**Data entries:**
=== Section Start ===
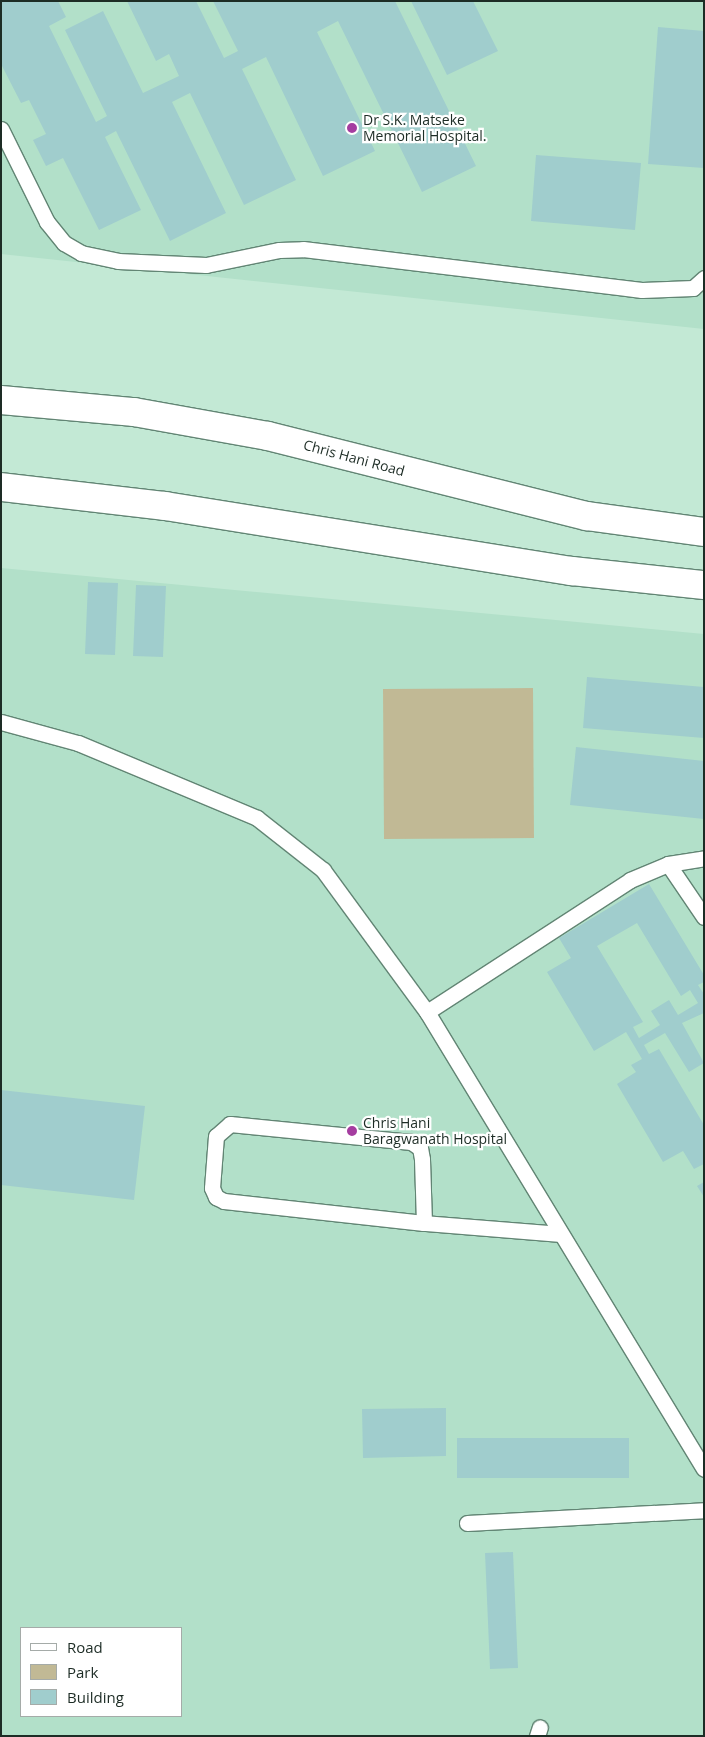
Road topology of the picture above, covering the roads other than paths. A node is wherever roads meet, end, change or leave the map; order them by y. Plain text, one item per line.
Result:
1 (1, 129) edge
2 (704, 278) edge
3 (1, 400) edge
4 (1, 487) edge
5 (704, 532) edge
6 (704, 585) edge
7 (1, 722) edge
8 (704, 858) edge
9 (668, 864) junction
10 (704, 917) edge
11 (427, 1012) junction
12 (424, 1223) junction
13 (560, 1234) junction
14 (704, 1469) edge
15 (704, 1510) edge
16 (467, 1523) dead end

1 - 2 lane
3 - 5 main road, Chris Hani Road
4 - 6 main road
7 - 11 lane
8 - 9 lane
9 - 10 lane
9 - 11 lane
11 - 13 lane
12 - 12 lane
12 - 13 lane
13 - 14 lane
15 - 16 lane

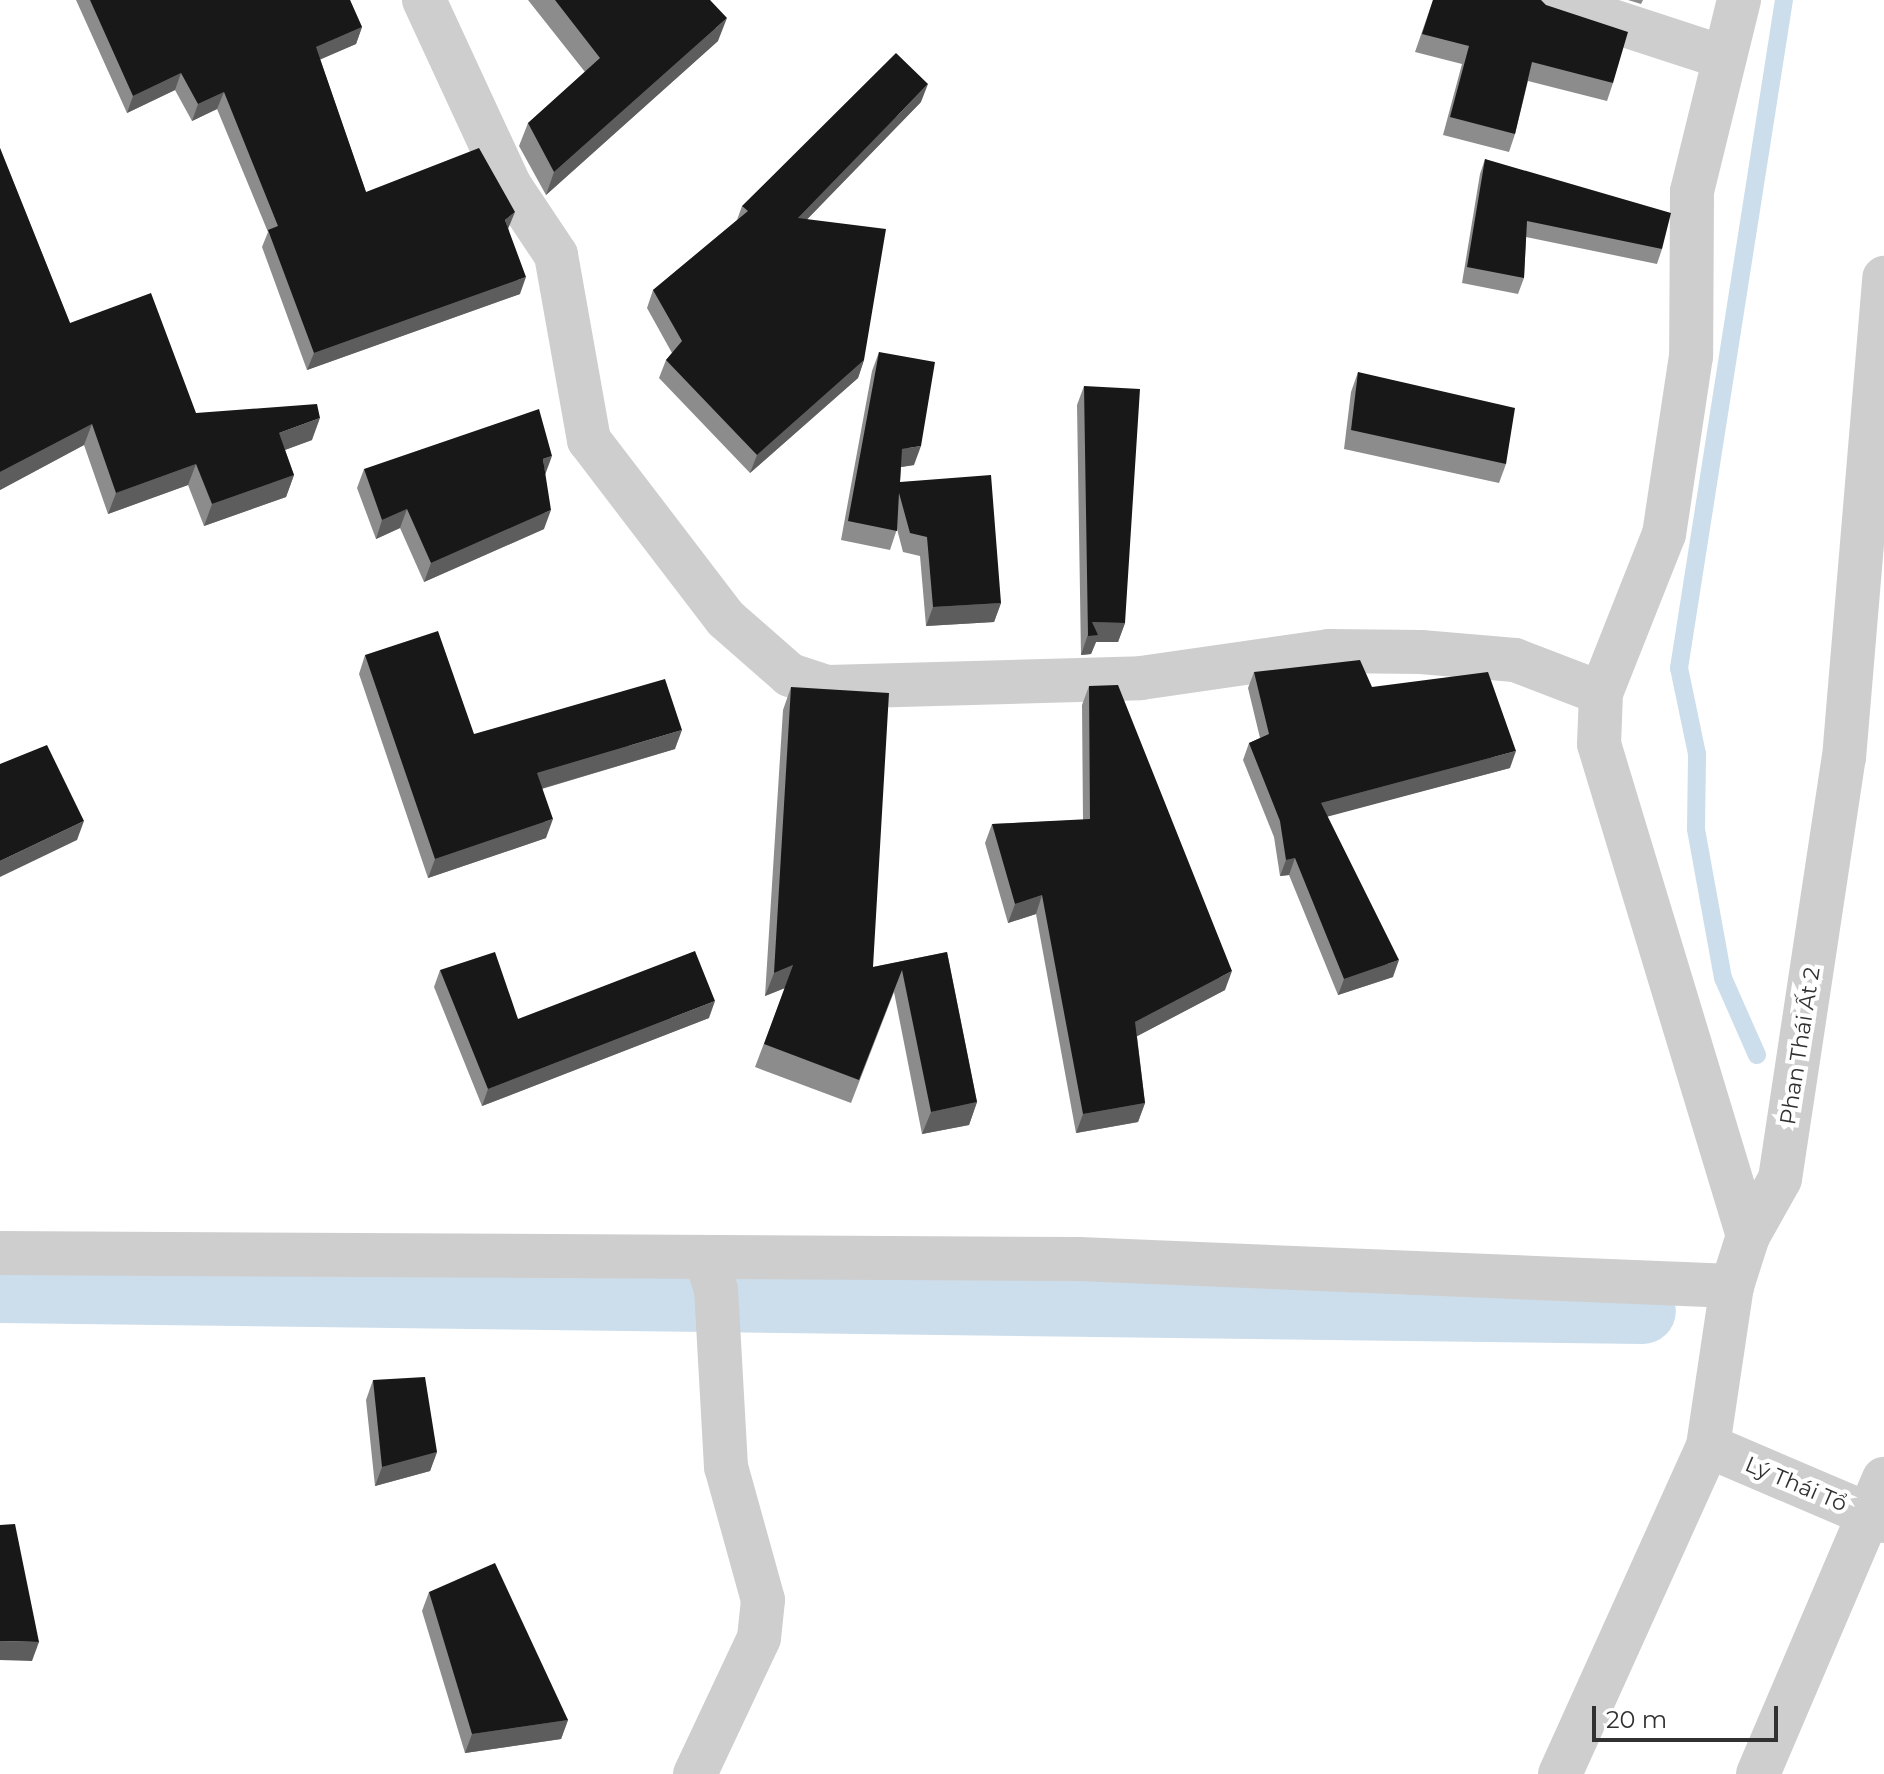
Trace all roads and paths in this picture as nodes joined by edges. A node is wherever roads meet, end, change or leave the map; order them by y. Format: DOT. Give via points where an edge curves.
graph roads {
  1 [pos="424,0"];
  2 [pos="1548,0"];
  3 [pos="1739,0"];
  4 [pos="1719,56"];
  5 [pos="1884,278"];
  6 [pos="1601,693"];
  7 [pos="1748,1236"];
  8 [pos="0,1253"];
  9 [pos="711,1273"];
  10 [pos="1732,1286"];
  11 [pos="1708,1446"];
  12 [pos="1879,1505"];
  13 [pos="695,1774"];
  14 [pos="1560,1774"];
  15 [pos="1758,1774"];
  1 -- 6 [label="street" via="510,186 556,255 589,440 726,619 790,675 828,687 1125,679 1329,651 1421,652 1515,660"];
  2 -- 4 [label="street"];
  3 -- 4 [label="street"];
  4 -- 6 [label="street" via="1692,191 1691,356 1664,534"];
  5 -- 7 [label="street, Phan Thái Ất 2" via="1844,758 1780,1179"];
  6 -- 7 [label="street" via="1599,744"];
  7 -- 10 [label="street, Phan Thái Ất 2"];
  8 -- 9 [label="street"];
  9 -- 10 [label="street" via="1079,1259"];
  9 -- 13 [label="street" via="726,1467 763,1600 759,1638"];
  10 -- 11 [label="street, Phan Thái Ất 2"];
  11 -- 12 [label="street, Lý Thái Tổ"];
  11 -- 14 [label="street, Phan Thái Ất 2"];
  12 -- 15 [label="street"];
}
=== Section End ===
**WHAT YOU ARE ASKED TO DO:**
Give the data back exactly, omitting all pictures.

**ANSWER SPACE:**
Road topology of the picture above, covering the roads other than paths. A node is wherever roads meet, end, change or leave the map; order them by y. Plain text, one item per line.
Result:
1 (1, 129) edge
2 (704, 278) edge
3 (1, 400) edge
4 (1, 487) edge
5 (704, 532) edge
6 (704, 585) edge
7 (1, 722) edge
8 (704, 858) edge
9 (668, 864) junction
10 (704, 917) edge
11 (427, 1012) junction
12 (424, 1223) junction
13 (560, 1234) junction
14 (704, 1469) edge
15 (704, 1510) edge
16 (467, 1523) dead end

1 - 2 lane
3 - 5 main road, Chris Hani Road
4 - 6 main road
7 - 11 lane
8 - 9 lane
9 - 10 lane
9 - 11 lane
11 - 13 lane
12 - 12 lane
12 - 13 lane
13 - 14 lane
15 - 16 lane

Trace all roads and paths in this picture as nodes joined by edges. A node is wherever roads meet, end, change or leave the map; order them by y. Format: DOT. Give via points where an edge curves.
graph roads {
  1 [pos="424,0"];
  2 [pos="1548,0"];
  3 [pos="1739,0"];
  4 [pos="1719,56"];
  5 [pos="1884,278"];
  6 [pos="1601,693"];
  7 [pos="1748,1236"];
  8 [pos="0,1253"];
  9 [pos="711,1273"];
  10 [pos="1732,1286"];
  11 [pos="1708,1446"];
  12 [pos="1879,1505"];
  13 [pos="695,1774"];
  14 [pos="1560,1774"];
  15 [pos="1758,1774"];
  1 -- 6 [label="street" via="510,186 556,255 589,440 726,619 790,675 828,687 1125,679 1329,651 1421,652 1515,660"];
  2 -- 4 [label="street"];
  3 -- 4 [label="street"];
  4 -- 6 [label="street" via="1692,191 1691,356 1664,534"];
  5 -- 7 [label="street, Phan Thái Ất 2" via="1844,758 1780,1179"];
  6 -- 7 [label="street" via="1599,744"];
  7 -- 10 [label="street, Phan Thái Ất 2"];
  8 -- 9 [label="street"];
  9 -- 10 [label="street" via="1079,1259"];
  9 -- 13 [label="street" via="726,1467 763,1600 759,1638"];
  10 -- 11 [label="street, Phan Thái Ất 2"];
  11 -- 12 [label="street, Lý Thái Tổ"];
  11 -- 14 [label="street, Phan Thái Ất 2"];
  12 -- 15 [label="street"];
}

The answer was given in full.